Home Pastors Articles for Pastors Sex on the Silver Screen

Sex on the Silver Screen

What would it take for you? What would it take for you, husband, to be OK with your wife baring her breasts and body in front of a movie camera? What would it take for you to allow another man to strip off her clothes, to kiss her, to fall into bed with her and to pantomime having sex with her? What would it take for you to be OK with a camera crew recording shot after shot, angle after angle, until every detail is perfectly convincing? What would it take for you to be OK with the rest of us watching this as entertainment? And you, wife, would you be OK if your husband was the one acting it all out, holding her in his arms, mimicking ecstasy? Is there anything, anything at all, that would make all of that OK?

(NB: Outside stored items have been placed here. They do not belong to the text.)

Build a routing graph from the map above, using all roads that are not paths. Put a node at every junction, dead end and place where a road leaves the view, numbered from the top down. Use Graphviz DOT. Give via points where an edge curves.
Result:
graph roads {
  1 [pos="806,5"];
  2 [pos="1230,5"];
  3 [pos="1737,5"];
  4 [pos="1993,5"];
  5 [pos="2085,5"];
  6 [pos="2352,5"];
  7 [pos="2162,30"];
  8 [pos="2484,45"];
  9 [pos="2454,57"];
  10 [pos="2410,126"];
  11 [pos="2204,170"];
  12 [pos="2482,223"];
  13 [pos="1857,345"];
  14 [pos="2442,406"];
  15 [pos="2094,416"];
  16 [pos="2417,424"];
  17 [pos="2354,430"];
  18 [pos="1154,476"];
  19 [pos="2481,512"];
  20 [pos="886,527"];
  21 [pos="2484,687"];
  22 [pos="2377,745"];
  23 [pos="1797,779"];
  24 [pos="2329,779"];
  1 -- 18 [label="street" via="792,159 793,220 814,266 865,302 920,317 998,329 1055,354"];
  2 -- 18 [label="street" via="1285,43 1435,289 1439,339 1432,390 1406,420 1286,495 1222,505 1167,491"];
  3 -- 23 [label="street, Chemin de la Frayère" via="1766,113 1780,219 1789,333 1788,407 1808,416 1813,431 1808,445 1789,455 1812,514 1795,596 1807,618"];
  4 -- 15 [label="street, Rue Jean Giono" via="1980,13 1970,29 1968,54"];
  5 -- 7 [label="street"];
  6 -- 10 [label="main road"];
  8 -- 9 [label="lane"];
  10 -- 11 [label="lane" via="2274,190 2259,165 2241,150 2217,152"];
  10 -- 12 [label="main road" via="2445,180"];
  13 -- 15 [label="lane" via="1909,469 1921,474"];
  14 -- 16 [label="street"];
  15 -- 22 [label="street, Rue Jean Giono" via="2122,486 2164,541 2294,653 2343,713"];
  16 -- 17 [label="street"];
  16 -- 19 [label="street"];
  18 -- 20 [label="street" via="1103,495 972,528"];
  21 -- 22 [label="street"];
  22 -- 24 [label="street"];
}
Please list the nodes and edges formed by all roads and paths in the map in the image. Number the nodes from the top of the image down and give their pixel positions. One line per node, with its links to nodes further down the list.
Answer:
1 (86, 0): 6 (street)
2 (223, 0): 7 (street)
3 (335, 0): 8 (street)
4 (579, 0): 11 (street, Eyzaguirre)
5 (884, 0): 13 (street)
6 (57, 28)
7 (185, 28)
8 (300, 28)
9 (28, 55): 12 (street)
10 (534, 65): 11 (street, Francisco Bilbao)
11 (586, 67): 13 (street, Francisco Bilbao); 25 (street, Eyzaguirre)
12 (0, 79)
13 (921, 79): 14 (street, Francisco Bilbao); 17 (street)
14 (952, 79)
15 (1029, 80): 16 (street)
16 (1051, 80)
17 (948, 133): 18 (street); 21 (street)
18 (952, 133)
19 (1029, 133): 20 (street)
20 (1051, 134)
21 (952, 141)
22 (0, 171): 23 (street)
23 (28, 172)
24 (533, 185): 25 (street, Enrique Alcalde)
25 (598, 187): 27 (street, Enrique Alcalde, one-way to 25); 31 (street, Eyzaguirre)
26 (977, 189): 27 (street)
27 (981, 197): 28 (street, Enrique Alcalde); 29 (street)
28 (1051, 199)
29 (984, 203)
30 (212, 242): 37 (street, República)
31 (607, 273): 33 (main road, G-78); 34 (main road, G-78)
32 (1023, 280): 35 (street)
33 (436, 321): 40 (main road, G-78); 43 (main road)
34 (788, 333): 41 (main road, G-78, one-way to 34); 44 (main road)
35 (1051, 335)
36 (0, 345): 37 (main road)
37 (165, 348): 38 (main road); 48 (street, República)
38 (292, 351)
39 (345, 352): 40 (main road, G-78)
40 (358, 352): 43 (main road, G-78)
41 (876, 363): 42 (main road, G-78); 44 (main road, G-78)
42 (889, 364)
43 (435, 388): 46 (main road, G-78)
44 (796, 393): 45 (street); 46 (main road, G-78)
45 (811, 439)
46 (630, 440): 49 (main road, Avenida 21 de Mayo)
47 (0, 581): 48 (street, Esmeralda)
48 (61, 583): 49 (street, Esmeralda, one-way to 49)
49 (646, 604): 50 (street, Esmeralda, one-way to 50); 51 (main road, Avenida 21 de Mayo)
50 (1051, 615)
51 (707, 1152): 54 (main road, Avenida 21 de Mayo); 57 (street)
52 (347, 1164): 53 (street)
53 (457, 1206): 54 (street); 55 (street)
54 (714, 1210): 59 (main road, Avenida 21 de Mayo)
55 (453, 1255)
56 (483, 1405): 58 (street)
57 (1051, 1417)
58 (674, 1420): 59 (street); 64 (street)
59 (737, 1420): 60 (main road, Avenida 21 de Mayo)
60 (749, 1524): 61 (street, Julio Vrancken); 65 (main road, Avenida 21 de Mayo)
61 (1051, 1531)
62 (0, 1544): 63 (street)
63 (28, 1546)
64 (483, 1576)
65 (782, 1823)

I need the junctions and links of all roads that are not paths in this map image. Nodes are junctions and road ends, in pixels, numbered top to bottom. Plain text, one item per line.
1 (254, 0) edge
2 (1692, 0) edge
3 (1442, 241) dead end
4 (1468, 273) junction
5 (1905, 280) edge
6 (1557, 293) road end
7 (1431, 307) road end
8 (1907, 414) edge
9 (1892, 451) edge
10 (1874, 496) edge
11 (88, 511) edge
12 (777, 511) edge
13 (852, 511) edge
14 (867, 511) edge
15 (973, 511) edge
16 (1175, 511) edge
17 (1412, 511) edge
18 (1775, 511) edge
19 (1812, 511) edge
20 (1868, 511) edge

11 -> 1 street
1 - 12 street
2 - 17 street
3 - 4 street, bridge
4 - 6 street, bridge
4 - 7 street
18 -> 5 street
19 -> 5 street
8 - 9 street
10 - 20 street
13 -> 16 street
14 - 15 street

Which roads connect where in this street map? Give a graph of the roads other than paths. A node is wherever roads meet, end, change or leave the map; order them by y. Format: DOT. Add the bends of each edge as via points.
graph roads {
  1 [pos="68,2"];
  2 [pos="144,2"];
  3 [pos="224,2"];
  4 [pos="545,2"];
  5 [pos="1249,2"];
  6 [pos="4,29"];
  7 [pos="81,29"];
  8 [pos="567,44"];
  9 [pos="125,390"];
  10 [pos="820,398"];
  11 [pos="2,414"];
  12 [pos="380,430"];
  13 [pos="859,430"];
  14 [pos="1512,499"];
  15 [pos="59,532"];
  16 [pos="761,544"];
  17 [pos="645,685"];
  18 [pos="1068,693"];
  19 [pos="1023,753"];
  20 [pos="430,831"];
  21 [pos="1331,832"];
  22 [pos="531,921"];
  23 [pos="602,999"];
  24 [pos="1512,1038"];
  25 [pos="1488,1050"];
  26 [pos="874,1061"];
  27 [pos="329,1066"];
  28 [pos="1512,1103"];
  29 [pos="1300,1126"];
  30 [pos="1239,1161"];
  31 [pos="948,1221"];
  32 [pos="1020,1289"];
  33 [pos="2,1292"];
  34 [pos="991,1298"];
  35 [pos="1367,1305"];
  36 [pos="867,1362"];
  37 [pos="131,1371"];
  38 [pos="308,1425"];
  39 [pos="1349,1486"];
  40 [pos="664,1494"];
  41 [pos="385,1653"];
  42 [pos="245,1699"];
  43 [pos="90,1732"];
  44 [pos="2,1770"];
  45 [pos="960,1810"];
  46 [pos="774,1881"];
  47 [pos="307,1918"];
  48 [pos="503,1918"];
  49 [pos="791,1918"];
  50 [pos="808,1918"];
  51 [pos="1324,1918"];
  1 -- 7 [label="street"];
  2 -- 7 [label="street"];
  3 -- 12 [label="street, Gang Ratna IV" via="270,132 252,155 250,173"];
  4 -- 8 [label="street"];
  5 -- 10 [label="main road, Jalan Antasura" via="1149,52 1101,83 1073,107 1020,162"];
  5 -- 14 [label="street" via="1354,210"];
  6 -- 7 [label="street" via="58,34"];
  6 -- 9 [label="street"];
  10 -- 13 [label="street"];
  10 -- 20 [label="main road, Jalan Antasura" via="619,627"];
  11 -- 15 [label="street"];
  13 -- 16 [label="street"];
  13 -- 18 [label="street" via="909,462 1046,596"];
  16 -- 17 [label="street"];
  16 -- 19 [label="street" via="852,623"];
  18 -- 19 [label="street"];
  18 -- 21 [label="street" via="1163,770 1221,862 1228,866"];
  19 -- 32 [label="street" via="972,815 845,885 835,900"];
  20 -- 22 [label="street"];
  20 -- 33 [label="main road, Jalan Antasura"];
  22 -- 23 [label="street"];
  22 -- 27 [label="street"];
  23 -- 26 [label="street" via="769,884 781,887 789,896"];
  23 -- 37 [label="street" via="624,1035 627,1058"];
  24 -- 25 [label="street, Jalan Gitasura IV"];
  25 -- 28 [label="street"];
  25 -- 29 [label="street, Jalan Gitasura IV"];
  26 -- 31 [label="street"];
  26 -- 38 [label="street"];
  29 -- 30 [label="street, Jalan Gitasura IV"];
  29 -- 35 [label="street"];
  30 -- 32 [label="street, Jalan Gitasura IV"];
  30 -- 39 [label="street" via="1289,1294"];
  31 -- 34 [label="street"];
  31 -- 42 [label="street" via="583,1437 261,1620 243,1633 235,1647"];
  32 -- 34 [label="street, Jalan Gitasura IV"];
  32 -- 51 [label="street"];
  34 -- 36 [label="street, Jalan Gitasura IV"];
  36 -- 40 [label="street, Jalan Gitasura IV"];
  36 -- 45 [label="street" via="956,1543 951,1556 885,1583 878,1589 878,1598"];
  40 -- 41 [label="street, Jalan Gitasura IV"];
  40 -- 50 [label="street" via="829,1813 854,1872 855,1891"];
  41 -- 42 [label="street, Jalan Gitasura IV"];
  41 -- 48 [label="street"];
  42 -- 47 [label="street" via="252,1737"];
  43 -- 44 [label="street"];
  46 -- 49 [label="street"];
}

I believe the Bible makes it very clear that sex and the nakedness that goes with it are sacred, matters to be shared only between a husband and wife. What is good and appropriate within marriage—unashamed nakedness and uninhibited sex—are matters of exclusivity and privacy. I think you probably agree with me.

Nakedness and sexuality are common themes in today’s movies and television. It seems increasingly rare to find a movie or show that doesn’t have at least one lingering shot of nudity or one steamy scene of passion. And even while so many Christians feel freedom to watch it all, I am increasingly convinced that we should not. I am increasingly convinced that Christians should avoid watching movies with scenes of nudity and sexuality. There are many reasons for this, but today I will constrain myself to just one—one that I have found particularly compelling and convicting.

Let’s begin here: What we see on the screen is both fact and fiction. When it comes to nakedness and sex in movies, we sometimes lose the fact in the fiction. What we watch is a fictional story, but one that has been acted out in real ways by real people. This has important implications when it comes to a bedroom scene. To film that scene, real people had to remove real clothes, bare real bodies, touch each other in real places and move together in a real bed. It may not have been full-on sexual intercourse, but it still involved real acts between real people. The reason sex scenes look real is that to a large degree they are real. Those are not fake breasts you see, the actors are not exchanging fake kisses or fake caresses, she is not pretending to straddle him.

Now the question: What would it take for you to be OK with your wife participating in that scene? Would you send her off to work tomorrow knowing that she would be topless for hours at a time, that she would be rolling around on a bed with another man as a crew looked on, as they adjusted the lighting, as they practiced different angles, as the director instructed her, “No, put your hands there. Move in that way …” She would not be having sex with him, but she would be doing her best to act like it, to make others believe it. She would be taking all she knows of the movements, the motion, the pleasure of sex with you and imitating it with this other man. Wife, what would it take for you to be OK with your husband stripping her and kissing her and carrying her to bed? My guess is that you cannot imagine any scenario in which that would be tolerable, in which that would be moral and right. Now hold onto that conviction for a moment.